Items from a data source
┄┄┄┄┄┄┄┄┄┄┄┄┄┄┄┄┄┄┄┄
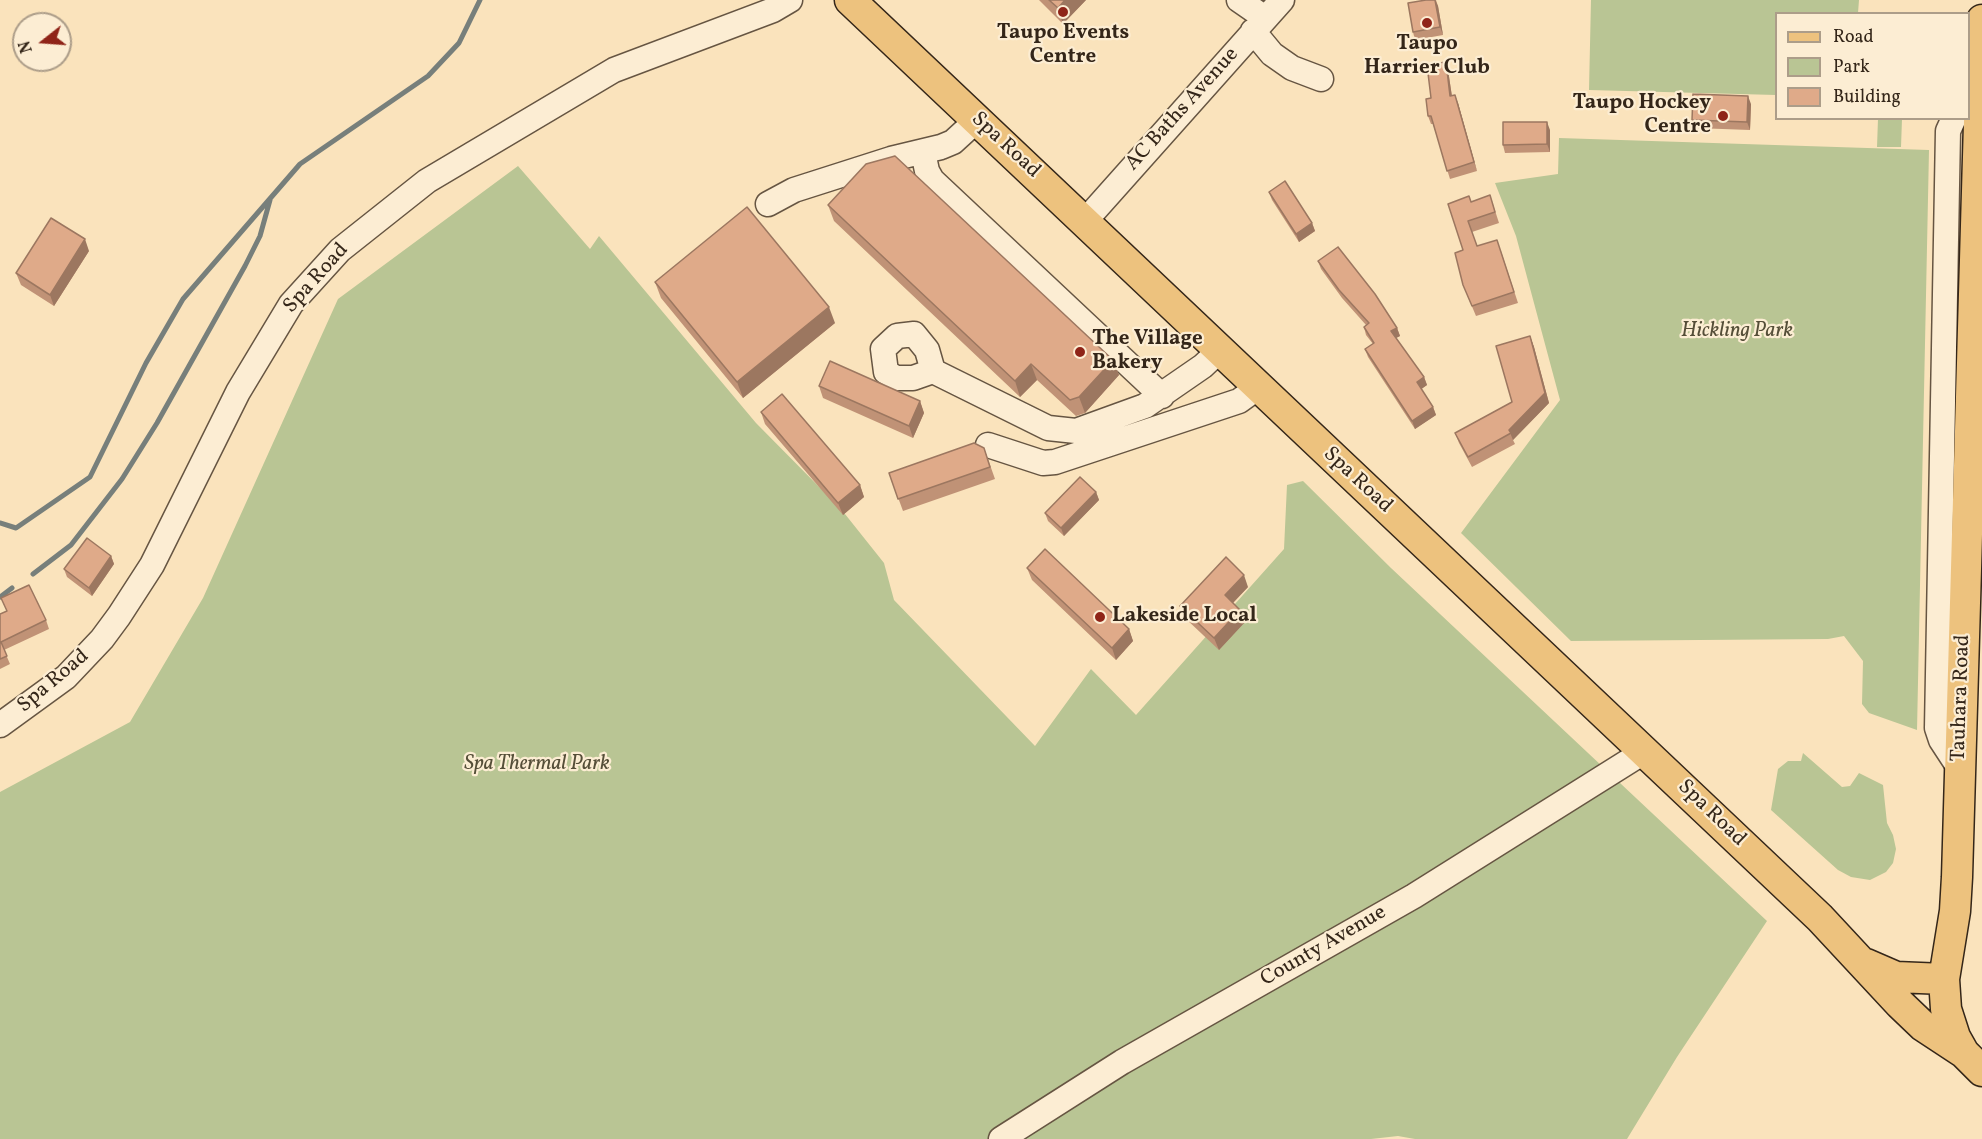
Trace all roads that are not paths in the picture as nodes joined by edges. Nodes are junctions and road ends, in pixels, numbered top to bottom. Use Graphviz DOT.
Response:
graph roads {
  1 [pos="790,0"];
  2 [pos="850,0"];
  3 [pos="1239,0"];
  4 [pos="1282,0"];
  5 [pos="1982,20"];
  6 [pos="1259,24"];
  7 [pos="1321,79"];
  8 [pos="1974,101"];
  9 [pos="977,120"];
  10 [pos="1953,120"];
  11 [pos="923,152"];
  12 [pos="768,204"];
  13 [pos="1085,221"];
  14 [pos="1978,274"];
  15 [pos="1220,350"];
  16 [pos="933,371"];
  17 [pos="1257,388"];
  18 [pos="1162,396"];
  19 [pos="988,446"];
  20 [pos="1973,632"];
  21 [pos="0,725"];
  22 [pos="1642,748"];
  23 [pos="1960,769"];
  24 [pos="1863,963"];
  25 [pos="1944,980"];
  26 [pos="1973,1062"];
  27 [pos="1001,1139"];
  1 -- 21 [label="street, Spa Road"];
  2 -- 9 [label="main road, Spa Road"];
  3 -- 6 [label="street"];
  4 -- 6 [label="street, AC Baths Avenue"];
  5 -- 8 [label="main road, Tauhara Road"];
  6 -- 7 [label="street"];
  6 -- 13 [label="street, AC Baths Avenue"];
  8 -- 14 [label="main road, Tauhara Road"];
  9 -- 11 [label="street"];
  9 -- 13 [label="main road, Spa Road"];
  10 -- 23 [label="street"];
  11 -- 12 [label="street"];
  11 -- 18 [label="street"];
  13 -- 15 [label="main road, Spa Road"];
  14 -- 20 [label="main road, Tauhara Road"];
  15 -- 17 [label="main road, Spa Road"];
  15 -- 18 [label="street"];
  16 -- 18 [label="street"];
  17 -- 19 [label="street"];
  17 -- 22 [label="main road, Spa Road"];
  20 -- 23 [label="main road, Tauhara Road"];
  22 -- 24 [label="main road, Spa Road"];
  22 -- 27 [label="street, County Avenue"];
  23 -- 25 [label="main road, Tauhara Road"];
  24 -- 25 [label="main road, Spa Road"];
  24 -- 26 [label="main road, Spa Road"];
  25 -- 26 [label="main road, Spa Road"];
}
┄┄┄┄┄┄┄┄┄┄┄┄┄┄┄┄┄┄┄┄
* **What the task requires**
The data is to be returned exactly as it stands, pictures aside.

* **Solution for this problem**
Trace all roads that are not paths in the picture as nodes joined by edges. Nodes are junctions and road ends, in pixels, numbered top to bottom. Use Graphviz DOT.
Response:
graph roads {
  1 [pos="790,0"];
  2 [pos="850,0"];
  3 [pos="1239,0"];
  4 [pos="1282,0"];
  5 [pos="1982,20"];
  6 [pos="1259,24"];
  7 [pos="1321,79"];
  8 [pos="1974,101"];
  9 [pos="977,120"];
  10 [pos="1953,120"];
  11 [pos="923,152"];
  12 [pos="768,204"];
  13 [pos="1085,221"];
  14 [pos="1978,274"];
  15 [pos="1220,350"];
  16 [pos="933,371"];
  17 [pos="1257,388"];
  18 [pos="1162,396"];
  19 [pos="988,446"];
  20 [pos="1973,632"];
  21 [pos="0,725"];
  22 [pos="1642,748"];
  23 [pos="1960,769"];
  24 [pos="1863,963"];
  25 [pos="1944,980"];
  26 [pos="1973,1062"];
  27 [pos="1001,1139"];
  1 -- 21 [label="street, Spa Road"];
  2 -- 9 [label="main road, Spa Road"];
  3 -- 6 [label="street"];
  4 -- 6 [label="street, AC Baths Avenue"];
  5 -- 8 [label="main road, Tauhara Road"];
  6 -- 7 [label="street"];
  6 -- 13 [label="street, AC Baths Avenue"];
  8 -- 14 [label="main road, Tauhara Road"];
  9 -- 11 [label="street"];
  9 -- 13 [label="main road, Spa Road"];
  10 -- 23 [label="street"];
  11 -- 12 [label="street"];
  11 -- 18 [label="street"];
  13 -- 15 [label="main road, Spa Road"];
  14 -- 20 [label="main road, Tauhara Road"];
  15 -- 17 [label="main road, Spa Road"];
  15 -- 18 [label="street"];
  16 -- 18 [label="street"];
  17 -- 19 [label="street"];
  17 -- 22 [label="main road, Spa Road"];
  20 -- 23 [label="main road, Tauhara Road"];
  22 -- 24 [label="main road, Spa Road"];
  22 -- 27 [label="street, County Avenue"];
  23 -- 25 [label="main road, Tauhara Road"];
  24 -- 25 [label="main road, Spa Road"];
  24 -- 26 [label="main road, Spa Road"];
  25 -- 26 [label="main road, Spa Road"];
}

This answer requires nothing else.